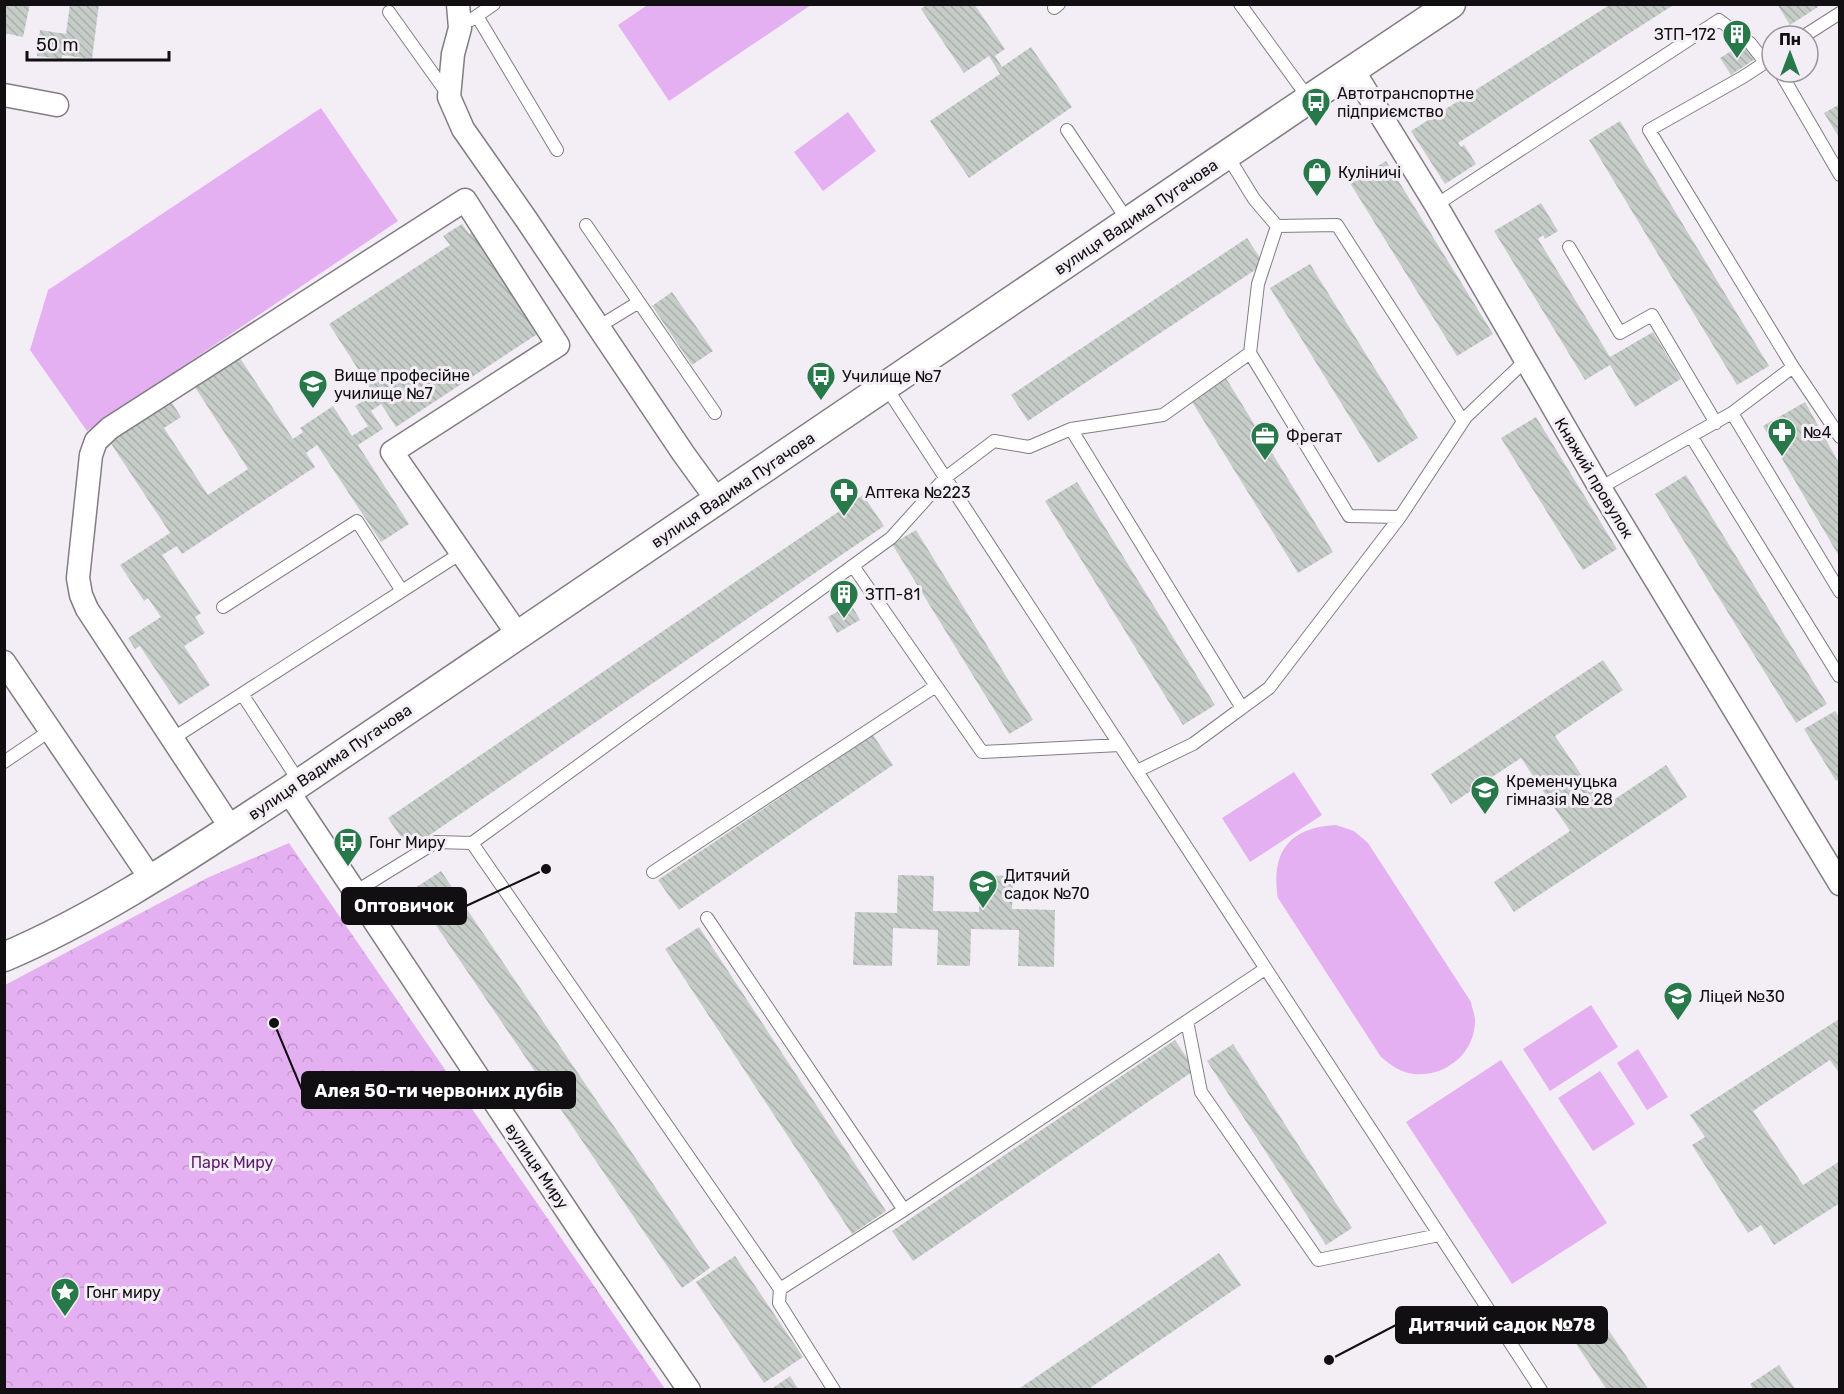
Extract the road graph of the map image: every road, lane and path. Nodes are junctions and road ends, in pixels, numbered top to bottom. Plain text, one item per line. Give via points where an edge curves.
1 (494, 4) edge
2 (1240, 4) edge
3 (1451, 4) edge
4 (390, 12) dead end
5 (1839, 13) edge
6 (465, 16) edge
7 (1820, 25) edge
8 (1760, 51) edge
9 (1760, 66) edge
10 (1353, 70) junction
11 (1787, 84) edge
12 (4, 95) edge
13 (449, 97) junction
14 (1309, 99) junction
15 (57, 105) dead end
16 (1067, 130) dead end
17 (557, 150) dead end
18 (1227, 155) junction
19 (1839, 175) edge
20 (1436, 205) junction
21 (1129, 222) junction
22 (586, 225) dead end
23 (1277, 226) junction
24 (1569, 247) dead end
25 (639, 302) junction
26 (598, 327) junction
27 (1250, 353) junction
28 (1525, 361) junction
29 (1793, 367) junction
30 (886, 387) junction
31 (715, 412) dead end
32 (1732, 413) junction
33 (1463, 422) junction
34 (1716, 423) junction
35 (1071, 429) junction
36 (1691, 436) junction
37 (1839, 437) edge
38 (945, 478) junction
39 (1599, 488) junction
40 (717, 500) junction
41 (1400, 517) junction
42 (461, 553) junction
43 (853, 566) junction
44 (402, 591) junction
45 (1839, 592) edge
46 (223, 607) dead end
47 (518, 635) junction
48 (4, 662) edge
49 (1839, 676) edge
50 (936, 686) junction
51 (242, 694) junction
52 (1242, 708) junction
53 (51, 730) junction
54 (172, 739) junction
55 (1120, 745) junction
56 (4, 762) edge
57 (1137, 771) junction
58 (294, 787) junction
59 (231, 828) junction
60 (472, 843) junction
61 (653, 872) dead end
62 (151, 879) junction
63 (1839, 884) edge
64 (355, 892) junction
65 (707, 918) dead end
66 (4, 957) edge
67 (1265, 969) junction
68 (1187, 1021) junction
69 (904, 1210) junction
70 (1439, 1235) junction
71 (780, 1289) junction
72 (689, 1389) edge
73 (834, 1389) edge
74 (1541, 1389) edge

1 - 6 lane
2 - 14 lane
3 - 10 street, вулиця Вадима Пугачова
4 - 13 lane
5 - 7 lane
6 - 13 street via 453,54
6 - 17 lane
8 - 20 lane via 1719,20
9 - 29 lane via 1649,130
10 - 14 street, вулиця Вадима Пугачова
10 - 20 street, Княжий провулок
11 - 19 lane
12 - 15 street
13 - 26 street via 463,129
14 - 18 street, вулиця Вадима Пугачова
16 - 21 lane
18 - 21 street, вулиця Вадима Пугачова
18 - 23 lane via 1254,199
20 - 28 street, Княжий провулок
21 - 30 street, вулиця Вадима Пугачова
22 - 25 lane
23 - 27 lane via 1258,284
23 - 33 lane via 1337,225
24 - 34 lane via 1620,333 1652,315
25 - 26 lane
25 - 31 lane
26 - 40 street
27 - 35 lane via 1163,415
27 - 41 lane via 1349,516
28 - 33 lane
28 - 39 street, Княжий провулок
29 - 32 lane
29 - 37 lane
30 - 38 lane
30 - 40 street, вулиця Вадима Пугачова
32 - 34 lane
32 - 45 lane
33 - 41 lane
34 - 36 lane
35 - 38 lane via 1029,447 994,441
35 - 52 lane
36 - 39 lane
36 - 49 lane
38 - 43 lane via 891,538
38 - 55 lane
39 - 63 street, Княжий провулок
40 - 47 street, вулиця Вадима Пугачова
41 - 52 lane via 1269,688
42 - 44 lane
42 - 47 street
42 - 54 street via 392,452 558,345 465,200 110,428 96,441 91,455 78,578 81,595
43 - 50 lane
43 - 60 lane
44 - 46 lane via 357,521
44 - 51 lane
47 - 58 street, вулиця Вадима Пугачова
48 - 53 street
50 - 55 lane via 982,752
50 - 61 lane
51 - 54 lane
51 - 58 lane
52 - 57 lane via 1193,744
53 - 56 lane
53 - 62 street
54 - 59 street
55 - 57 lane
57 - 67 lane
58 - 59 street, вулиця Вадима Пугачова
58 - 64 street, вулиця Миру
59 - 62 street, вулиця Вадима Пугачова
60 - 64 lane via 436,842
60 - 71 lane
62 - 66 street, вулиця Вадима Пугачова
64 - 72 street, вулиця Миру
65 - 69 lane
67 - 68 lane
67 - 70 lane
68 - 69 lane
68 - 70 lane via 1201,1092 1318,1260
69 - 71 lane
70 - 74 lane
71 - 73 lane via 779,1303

▬▬▬▬▬▬

** Assignment **
From the first line to the last, retype the data above exactly, but not its images.

** Answer space **
Extract the road graph of the map image: every road, lane and path. Nodes are junctions and road ends, in pixels, numbered top to bottom. Plain text, one item per line. Give via points where an edge curves.
1 (494, 4) edge
2 (1240, 4) edge
3 (1451, 4) edge
4 (390, 12) dead end
5 (1839, 13) edge
6 (465, 16) edge
7 (1820, 25) edge
8 (1760, 51) edge
9 (1760, 66) edge
10 (1353, 70) junction
11 (1787, 84) edge
12 (4, 95) edge
13 (449, 97) junction
14 (1309, 99) junction
15 (57, 105) dead end
16 (1067, 130) dead end
17 (557, 150) dead end
18 (1227, 155) junction
19 (1839, 175) edge
20 (1436, 205) junction
21 (1129, 222) junction
22 (586, 225) dead end
23 (1277, 226) junction
24 (1569, 247) dead end
25 (639, 302) junction
26 (598, 327) junction
27 (1250, 353) junction
28 (1525, 361) junction
29 (1793, 367) junction
30 (886, 387) junction
31 (715, 412) dead end
32 (1732, 413) junction
33 (1463, 422) junction
34 (1716, 423) junction
35 (1071, 429) junction
36 (1691, 436) junction
37 (1839, 437) edge
38 (945, 478) junction
39 (1599, 488) junction
40 (717, 500) junction
41 (1400, 517) junction
42 (461, 553) junction
43 (853, 566) junction
44 (402, 591) junction
45 (1839, 592) edge
46 (223, 607) dead end
47 (518, 635) junction
48 (4, 662) edge
49 (1839, 676) edge
50 (936, 686) junction
51 (242, 694) junction
52 (1242, 708) junction
53 (51, 730) junction
54 (172, 739) junction
55 (1120, 745) junction
56 (4, 762) edge
57 (1137, 771) junction
58 (294, 787) junction
59 (231, 828) junction
60 (472, 843) junction
61 (653, 872) dead end
62 (151, 879) junction
63 (1839, 884) edge
64 (355, 892) junction
65 (707, 918) dead end
66 (4, 957) edge
67 (1265, 969) junction
68 (1187, 1021) junction
69 (904, 1210) junction
70 (1439, 1235) junction
71 (780, 1289) junction
72 (689, 1389) edge
73 (834, 1389) edge
74 (1541, 1389) edge

1 - 6 lane
2 - 14 lane
3 - 10 street, вулиця Вадима Пугачова
4 - 13 lane
5 - 7 lane
6 - 13 street via 453,54
6 - 17 lane
8 - 20 lane via 1719,20
9 - 29 lane via 1649,130
10 - 14 street, вулиця Вадима Пугачова
10 - 20 street, Княжий провулок
11 - 19 lane
12 - 15 street
13 - 26 street via 463,129
14 - 18 street, вулиця Вадима Пугачова
16 - 21 lane
18 - 21 street, вулиця Вадима Пугачова
18 - 23 lane via 1254,199
20 - 28 street, Княжий провулок
21 - 30 street, вулиця Вадима Пугачова
22 - 25 lane
23 - 27 lane via 1258,284
23 - 33 lane via 1337,225
24 - 34 lane via 1620,333 1652,315
25 - 26 lane
25 - 31 lane
26 - 40 street
27 - 35 lane via 1163,415
27 - 41 lane via 1349,516
28 - 33 lane
28 - 39 street, Княжий провулок
29 - 32 lane
29 - 37 lane
30 - 38 lane
30 - 40 street, вулиця Вадима Пугачова
32 - 34 lane
32 - 45 lane
33 - 41 lane
34 - 36 lane
35 - 38 lane via 1029,447 994,441
35 - 52 lane
36 - 39 lane
36 - 49 lane
38 - 43 lane via 891,538
38 - 55 lane
39 - 63 street, Княжий провулок
40 - 47 street, вулиця Вадима Пугачова
41 - 52 lane via 1269,688
42 - 44 lane
42 - 47 street
42 - 54 street via 392,452 558,345 465,200 110,428 96,441 91,455 78,578 81,595
43 - 50 lane
43 - 60 lane
44 - 46 lane via 357,521
44 - 51 lane
47 - 58 street, вулиця Вадима Пугачова
48 - 53 street
50 - 55 lane via 982,752
50 - 61 lane
51 - 54 lane
51 - 58 lane
52 - 57 lane via 1193,744
53 - 56 lane
53 - 62 street
54 - 59 street
55 - 57 lane
57 - 67 lane
58 - 59 street, вулиця Вадима Пугачова
58 - 64 street, вулиця Миру
59 - 62 street, вулиця Вадима Пугачова
60 - 64 lane via 436,842
60 - 71 lane
62 - 66 street, вулиця Вадима Пугачова
64 - 72 street, вулиця Миру
65 - 69 lane
67 - 68 lane
67 - 70 lane
68 - 69 lane
68 - 70 lane via 1201,1092 1318,1260
69 - 71 lane
70 - 74 lane
71 - 73 lane via 779,1303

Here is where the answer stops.